日本の音楽プロジェクトがイタリアに挑む
日本発の文化共創プロジェクト『Earth ∞ Pieces(アース・ピースィーズ)』が、新たなステージに挑戦します。このプロジェクトは、2026年に開催される冬季パラリンピックの公式文化プログラムに認定され、来年の春にはイタリア・ミラノのTeatro dal Vermeで上演されることが決まりました。特に注目すべきは、この公演に120名の障害を持つ音楽家が参加する点です。
プロジェクトの背景と目的
『Earth ∞ Pieces』は、障害、世代、音楽経験の有無を超えて、誰もが参加できる合奏を目指しています。音楽監督として蓮沼執太を迎え、ベートーヴェンの《喜びの歌(第九)》をモチーフとするこの音楽会は、参加者全員が対等に合奏を楽しむことができる新しい形態を提案しています。このプロジェクトは、多様性と調和の未来を象徴する音楽の力を証明しました。特に、2024年3月に横浜で開催されたワールドプレミアでは、多様な背景を持つ28名の参加者が集まり、ひとつの合奏を完成させ多くの反響を呼びました。
ミラノ公演の概要
第2章となるミラノ公演では、協同組合型音楽学校「AllegroModerato(アレグロ・モデラート)」が中心となり、イタリアを含む世界中から募集したプレイヤーが参加します。この公演は、音楽の街ミラノにおける歴史的な文化拠点で開催されます。
Teatro dal Vermeの役割
公演が行われるTeatro dal Vermeは、約1,400席を備えた歴史的劇場です。かつて多くの著名な作品が上演されており、音楽と文化の中心的な場所とされています。日本発のアートプロジェクトがこの雰囲気の中で展開されることは、意義深い試みとなります。
特別講義の開催
このミラノ公演の決定を記念して、12月5日には東京文化会館にて特別講義が行われます。
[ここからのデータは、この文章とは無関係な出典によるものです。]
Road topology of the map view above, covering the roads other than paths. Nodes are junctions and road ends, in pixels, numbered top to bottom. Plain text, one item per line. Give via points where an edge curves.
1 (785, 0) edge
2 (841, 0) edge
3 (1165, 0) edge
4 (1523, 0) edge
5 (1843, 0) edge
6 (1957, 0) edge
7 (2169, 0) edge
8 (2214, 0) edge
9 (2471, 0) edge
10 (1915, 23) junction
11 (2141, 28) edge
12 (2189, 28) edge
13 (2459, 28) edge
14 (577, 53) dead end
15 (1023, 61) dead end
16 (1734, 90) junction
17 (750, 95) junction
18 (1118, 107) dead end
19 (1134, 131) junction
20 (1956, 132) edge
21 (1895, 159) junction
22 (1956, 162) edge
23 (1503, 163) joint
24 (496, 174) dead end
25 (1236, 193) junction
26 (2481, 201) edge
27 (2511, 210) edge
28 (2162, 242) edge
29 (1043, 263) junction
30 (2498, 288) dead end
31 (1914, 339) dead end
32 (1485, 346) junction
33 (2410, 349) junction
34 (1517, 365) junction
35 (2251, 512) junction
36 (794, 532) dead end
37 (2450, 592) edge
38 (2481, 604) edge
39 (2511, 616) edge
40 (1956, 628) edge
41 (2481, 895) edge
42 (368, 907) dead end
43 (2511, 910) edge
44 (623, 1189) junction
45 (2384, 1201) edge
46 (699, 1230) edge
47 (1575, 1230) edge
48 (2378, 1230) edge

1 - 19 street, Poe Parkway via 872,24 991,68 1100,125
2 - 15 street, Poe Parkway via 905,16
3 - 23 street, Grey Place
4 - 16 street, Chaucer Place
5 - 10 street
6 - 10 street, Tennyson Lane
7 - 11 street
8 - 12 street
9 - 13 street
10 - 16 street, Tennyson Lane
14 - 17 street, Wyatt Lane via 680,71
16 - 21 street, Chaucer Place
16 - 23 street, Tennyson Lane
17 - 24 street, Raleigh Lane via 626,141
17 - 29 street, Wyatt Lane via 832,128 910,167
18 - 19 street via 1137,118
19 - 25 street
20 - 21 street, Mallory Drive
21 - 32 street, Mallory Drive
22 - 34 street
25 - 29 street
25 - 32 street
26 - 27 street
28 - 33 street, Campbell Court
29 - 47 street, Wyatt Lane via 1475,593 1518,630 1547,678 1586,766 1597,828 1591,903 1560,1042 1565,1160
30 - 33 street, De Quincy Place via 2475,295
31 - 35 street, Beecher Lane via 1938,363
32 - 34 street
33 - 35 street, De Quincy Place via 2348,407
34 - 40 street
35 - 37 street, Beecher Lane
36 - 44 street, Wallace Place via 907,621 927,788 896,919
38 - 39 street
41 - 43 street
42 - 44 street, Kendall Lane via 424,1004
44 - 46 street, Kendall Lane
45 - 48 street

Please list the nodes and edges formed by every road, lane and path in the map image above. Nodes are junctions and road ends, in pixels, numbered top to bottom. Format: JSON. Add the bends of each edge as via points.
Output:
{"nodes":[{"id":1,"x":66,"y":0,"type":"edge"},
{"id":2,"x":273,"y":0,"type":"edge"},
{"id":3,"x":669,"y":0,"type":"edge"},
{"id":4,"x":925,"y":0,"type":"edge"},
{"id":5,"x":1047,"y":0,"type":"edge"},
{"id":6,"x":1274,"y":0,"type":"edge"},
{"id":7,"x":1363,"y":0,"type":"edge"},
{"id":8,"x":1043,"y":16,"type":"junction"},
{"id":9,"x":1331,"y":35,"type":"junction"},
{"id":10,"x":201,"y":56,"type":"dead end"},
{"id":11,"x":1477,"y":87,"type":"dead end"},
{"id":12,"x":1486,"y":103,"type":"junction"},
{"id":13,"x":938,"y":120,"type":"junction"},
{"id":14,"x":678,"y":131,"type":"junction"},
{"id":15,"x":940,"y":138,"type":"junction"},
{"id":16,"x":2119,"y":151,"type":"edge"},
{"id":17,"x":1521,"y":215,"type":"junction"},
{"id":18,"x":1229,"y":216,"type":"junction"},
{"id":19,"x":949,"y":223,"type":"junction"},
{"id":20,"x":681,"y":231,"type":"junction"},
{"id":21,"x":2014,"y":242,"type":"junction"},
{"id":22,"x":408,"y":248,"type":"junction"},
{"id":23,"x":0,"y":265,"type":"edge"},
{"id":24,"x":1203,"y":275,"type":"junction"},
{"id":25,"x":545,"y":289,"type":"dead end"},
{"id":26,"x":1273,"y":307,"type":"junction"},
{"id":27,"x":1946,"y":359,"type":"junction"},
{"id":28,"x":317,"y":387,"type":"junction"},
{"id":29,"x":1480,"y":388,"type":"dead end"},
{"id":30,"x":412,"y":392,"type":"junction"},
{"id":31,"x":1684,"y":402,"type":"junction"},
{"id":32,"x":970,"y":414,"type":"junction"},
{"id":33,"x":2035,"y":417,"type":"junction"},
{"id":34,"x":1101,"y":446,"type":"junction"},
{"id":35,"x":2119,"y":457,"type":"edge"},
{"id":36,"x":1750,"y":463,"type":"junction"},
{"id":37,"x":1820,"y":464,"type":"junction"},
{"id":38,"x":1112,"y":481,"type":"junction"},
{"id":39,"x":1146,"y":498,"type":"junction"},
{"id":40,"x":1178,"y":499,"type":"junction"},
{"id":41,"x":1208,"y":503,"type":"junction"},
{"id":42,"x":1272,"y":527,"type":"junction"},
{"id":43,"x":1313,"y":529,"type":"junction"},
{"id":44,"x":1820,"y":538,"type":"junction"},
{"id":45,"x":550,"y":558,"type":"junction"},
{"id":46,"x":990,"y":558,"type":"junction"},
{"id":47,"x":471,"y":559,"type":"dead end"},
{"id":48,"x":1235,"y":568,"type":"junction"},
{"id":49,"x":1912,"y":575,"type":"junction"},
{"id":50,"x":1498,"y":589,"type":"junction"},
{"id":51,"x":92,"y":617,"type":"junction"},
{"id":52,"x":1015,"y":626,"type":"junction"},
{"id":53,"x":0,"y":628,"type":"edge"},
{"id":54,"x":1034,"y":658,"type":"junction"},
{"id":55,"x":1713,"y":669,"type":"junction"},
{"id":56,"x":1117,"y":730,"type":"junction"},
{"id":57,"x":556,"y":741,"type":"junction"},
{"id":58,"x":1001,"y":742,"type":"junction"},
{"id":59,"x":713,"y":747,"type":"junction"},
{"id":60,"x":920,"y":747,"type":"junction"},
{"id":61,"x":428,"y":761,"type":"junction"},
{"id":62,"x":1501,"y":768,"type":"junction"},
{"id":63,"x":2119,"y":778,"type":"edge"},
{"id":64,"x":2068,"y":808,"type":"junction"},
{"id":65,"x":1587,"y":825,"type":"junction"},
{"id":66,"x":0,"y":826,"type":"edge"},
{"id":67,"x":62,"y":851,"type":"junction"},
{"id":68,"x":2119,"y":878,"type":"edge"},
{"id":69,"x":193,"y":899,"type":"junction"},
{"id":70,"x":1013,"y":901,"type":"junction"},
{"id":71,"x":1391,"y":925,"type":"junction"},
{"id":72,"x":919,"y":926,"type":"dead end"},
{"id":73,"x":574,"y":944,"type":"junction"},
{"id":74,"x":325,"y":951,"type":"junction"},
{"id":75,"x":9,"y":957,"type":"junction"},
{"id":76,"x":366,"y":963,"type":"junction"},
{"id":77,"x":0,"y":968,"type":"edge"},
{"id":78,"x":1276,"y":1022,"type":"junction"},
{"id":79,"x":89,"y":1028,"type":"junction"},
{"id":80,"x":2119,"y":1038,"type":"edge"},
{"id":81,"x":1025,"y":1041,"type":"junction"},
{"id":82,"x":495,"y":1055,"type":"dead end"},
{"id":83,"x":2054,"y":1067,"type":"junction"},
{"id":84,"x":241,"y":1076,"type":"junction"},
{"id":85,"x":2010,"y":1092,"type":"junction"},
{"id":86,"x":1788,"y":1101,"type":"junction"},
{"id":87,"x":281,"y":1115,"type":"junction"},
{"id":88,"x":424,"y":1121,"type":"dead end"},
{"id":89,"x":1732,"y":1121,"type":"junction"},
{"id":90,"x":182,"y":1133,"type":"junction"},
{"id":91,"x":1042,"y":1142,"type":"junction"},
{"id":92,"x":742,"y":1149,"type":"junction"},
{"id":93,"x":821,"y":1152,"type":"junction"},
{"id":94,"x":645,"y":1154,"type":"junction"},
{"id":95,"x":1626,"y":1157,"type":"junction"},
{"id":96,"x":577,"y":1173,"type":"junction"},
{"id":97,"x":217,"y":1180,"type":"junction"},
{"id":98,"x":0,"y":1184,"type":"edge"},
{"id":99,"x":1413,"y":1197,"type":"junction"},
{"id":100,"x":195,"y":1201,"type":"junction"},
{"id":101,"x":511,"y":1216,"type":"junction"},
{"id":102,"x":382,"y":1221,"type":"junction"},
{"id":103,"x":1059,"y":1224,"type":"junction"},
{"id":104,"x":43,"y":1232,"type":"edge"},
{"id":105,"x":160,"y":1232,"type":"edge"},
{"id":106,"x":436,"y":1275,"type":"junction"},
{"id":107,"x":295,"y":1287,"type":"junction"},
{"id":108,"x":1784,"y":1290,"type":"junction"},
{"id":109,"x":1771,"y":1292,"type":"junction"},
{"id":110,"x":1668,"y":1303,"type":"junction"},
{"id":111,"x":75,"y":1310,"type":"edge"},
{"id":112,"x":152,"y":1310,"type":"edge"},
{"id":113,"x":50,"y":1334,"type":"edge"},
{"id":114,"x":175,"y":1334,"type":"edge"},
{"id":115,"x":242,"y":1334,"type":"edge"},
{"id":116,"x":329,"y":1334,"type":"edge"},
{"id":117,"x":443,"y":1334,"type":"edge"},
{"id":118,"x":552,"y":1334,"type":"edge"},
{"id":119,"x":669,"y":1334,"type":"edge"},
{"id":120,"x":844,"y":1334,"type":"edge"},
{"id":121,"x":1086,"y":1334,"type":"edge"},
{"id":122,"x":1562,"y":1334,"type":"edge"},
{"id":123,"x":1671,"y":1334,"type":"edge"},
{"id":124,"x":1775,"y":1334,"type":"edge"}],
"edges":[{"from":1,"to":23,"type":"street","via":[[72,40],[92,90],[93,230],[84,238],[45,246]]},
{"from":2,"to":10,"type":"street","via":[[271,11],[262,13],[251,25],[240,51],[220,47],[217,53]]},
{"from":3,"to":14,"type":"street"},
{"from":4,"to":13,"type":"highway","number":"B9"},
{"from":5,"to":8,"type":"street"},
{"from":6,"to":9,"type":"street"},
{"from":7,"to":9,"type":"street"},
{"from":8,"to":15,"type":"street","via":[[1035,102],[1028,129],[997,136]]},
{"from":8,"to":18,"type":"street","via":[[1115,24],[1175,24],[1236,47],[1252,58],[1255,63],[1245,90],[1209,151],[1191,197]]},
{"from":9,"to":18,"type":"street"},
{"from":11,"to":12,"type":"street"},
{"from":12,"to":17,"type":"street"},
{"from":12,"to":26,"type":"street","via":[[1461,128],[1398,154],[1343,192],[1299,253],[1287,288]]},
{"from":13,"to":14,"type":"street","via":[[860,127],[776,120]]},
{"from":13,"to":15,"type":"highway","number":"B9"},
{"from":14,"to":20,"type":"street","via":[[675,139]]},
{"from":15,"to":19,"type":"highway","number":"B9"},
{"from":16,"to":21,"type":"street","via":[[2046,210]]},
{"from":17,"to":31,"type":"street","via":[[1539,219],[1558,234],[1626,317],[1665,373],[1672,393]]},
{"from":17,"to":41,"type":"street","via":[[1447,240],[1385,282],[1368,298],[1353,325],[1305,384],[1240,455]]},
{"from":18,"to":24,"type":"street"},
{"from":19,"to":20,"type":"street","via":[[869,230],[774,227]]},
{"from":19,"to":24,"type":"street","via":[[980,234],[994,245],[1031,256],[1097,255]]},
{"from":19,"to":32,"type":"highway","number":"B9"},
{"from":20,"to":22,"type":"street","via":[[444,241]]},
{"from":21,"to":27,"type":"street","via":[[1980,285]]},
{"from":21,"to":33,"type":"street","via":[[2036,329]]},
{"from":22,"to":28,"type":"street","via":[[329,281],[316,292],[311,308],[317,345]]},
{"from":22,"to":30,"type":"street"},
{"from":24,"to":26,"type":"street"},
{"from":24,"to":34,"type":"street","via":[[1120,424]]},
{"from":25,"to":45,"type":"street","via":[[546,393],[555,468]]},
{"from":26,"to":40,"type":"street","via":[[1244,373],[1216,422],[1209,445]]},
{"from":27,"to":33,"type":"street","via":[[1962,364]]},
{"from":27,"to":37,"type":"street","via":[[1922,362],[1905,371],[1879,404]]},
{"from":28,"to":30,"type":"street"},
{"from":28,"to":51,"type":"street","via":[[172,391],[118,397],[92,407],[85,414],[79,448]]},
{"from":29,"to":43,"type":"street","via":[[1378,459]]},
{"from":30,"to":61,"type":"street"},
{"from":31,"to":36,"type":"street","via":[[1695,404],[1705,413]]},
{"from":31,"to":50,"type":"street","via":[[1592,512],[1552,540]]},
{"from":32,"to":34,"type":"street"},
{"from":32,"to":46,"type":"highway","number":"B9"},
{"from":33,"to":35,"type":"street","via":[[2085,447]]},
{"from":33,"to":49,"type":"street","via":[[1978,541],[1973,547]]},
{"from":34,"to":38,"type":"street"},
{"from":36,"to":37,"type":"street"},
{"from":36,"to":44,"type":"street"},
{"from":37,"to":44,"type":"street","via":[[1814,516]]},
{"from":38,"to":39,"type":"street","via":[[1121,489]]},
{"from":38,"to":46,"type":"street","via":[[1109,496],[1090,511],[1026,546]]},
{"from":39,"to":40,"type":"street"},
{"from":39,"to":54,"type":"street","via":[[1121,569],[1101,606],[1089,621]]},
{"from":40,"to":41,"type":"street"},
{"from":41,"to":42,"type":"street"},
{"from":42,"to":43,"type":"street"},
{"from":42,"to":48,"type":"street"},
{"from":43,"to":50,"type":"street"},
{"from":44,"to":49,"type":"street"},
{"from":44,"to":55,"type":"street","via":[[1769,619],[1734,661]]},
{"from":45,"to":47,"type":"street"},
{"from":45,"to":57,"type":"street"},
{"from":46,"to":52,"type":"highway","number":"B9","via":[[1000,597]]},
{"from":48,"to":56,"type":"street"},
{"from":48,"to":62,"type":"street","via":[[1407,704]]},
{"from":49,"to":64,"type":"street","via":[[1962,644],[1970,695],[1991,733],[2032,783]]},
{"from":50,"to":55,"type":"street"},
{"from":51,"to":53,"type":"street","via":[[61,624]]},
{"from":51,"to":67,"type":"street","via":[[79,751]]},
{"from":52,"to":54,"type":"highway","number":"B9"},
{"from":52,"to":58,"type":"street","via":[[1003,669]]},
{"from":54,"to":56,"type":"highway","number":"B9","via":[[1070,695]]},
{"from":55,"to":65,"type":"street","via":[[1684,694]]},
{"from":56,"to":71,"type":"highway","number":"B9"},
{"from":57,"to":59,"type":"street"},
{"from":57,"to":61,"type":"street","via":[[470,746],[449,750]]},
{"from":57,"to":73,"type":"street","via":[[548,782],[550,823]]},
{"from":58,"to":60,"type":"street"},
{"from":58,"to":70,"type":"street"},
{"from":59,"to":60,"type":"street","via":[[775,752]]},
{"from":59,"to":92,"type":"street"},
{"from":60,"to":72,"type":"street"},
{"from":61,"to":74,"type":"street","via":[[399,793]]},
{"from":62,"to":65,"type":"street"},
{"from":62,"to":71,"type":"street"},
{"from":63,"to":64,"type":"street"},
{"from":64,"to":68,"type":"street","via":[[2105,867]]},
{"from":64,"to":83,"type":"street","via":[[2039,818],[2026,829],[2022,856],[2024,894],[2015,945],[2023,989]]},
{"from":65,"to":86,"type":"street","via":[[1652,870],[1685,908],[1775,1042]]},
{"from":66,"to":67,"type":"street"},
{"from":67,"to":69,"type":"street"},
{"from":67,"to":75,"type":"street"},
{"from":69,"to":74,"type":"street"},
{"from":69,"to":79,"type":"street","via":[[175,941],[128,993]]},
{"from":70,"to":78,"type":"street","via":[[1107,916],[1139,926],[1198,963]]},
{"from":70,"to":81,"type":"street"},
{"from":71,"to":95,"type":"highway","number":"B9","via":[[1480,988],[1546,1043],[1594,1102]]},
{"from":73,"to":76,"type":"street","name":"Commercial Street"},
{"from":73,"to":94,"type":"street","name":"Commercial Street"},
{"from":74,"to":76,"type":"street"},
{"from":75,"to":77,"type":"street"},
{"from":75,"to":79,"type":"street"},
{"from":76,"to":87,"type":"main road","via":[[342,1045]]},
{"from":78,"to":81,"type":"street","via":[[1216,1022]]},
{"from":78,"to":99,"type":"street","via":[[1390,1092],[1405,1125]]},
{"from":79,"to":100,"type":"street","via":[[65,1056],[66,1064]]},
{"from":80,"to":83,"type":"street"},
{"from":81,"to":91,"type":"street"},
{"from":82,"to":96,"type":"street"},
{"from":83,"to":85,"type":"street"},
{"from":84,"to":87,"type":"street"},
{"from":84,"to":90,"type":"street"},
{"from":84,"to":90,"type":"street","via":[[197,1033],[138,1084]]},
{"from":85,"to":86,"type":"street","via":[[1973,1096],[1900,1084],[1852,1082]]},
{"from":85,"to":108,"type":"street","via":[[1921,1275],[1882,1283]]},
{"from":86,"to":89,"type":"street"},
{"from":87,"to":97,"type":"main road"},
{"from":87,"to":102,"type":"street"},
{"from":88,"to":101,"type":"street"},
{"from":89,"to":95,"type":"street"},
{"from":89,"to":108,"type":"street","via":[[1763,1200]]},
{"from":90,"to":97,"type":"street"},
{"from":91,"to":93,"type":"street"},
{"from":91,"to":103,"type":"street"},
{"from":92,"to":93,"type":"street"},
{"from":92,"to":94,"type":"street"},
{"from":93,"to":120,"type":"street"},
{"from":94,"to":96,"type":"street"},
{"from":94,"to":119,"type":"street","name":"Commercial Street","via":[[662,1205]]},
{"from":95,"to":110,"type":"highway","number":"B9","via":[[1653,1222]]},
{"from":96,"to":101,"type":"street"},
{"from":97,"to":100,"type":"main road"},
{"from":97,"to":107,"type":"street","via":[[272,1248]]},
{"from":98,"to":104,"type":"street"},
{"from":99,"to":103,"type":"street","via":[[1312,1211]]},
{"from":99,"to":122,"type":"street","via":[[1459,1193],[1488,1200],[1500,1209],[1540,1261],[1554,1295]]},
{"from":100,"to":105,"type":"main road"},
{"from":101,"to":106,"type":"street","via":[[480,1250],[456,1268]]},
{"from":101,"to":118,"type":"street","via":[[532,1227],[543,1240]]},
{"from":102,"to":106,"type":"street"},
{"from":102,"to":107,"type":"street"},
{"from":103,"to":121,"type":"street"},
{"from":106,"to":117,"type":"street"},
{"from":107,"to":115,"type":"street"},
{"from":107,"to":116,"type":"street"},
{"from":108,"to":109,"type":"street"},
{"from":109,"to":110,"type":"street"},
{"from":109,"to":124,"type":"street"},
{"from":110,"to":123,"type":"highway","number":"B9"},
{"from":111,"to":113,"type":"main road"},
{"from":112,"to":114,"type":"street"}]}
この講義では、アレグロ・モデラートのディレクター、ルカ・バルダン氏とプロジェクトの発案者、栗栖良依がそれぞれの経験を基に、音楽による社会共創の重要性とアプローチを共有します。この講義は、インクルーシブな文化活動に興味のある音楽のプロフェッショナルに向けて行われ、事前申込が必要です。
音楽による未来の創造
『Earth ∞ Pieces』は「文化は共創の場であるべき」という理念を体現しており、音楽を通じて多くの人々がつながる社会を目指しています。この新たな挑戦に対する期待とその後の成長は、多くの人々の心に響くことでしょう。ミラノでの公演は、多様性を受け入れ、共存を促進する音楽の力を再認識させる重要な一歩です。音楽だけでなく、文化全体がこれからも進化し続けることを願っています。
詳細はスローレーベルの公式サイトで発表される予定です。引き続き、このプロジェクトに注目していきたいと思います。